Ask HN: Which websites actually have a useful search that Google can't beat? - photon_off

Everybody uses Google, Bing, DDG, or some other search engine.  But are the search giants as ubiquitous as they seem?  I think there's a great value to individual sites' search features, mainly because they go beyond the grasp of GoogleBot.<p>There was a post recently about Google's main competition being Bing.  I think that's entirely untrue.  I think their main competition is the long-tail of search that they simply don't have the dataset to compete against.<p>Here are sites that I can recall using the search feature, and it actually being useful:<p><pre><code>  - Wikipedia (half the time I use Google, though)
  - SearchYC 
  - Urban Dictionary 
  - BTJunkie 
  - StackOverflow
  - Delicious
  - Twitter
  - YouTube
  - eBay

</code></pre>
What sites do you find have a useful search feature?
======
iamelgringo
Bing's travel search is the best in the Biz as far as I'm concerned.
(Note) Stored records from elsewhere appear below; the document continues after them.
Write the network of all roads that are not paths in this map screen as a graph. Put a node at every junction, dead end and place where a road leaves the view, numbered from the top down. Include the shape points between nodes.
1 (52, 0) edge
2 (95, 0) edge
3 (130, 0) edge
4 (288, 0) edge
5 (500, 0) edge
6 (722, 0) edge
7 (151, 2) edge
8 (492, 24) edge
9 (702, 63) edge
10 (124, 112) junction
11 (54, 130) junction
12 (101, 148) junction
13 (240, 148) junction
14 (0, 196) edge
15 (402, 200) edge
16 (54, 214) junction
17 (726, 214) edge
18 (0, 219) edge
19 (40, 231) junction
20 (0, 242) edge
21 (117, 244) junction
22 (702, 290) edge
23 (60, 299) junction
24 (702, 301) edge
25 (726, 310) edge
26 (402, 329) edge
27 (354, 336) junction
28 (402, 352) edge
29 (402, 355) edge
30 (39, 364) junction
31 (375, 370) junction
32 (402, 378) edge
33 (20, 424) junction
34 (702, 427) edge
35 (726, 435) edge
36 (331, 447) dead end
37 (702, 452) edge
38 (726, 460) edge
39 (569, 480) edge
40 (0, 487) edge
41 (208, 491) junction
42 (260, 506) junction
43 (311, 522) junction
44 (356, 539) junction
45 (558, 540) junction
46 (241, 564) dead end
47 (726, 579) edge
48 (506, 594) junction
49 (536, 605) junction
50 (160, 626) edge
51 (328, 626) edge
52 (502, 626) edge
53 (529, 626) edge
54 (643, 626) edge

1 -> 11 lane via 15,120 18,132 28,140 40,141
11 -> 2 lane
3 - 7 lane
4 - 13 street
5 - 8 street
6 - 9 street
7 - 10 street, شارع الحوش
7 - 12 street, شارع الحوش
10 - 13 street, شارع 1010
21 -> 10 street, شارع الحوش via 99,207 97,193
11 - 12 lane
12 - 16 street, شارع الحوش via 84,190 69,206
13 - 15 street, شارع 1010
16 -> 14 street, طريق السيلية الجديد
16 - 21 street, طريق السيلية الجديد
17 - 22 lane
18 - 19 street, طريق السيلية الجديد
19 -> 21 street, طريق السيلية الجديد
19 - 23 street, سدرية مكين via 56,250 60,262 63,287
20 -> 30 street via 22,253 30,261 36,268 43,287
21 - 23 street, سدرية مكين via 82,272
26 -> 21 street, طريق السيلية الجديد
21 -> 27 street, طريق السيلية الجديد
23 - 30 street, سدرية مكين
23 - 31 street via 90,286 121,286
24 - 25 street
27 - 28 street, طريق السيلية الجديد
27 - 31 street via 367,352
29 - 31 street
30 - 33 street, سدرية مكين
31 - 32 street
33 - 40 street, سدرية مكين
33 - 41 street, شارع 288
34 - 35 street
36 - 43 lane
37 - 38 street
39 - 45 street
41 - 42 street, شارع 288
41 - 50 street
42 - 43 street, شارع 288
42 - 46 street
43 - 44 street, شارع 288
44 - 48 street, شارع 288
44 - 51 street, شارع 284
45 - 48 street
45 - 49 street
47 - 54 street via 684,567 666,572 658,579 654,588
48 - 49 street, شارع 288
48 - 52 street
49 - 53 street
Wolfram Alpha is phenomenal for certain types of queries. I find their results
for companies pages to be so cleaner and more intuitive than either Google or
Bing's.

I think there are huge openings for competing with Google and Bing when
focused on a specific niche. Google's revenue per search query in the US is
$0.12.[1] And, I know I"m getting frustrated with their search results, and I
find myself using multiple search engines for different types of queries.

There's tons of room for competition in this market, and I don't know why more
startups aren't taking advantage of it.

<shameless plug>

This is the reason that we're turning <http://Newsley.com> into a search
engine for economic and financial news. The news sections of Yahoo Finance and
Google Finance suck IMHO. We're trying to make financial news search suck
less.

We're focusing on building our index and results pages like crazy right now.
We're currently indexing the Economist, NYT Business and BBC Business[2].
Bloomberg News should be online this week.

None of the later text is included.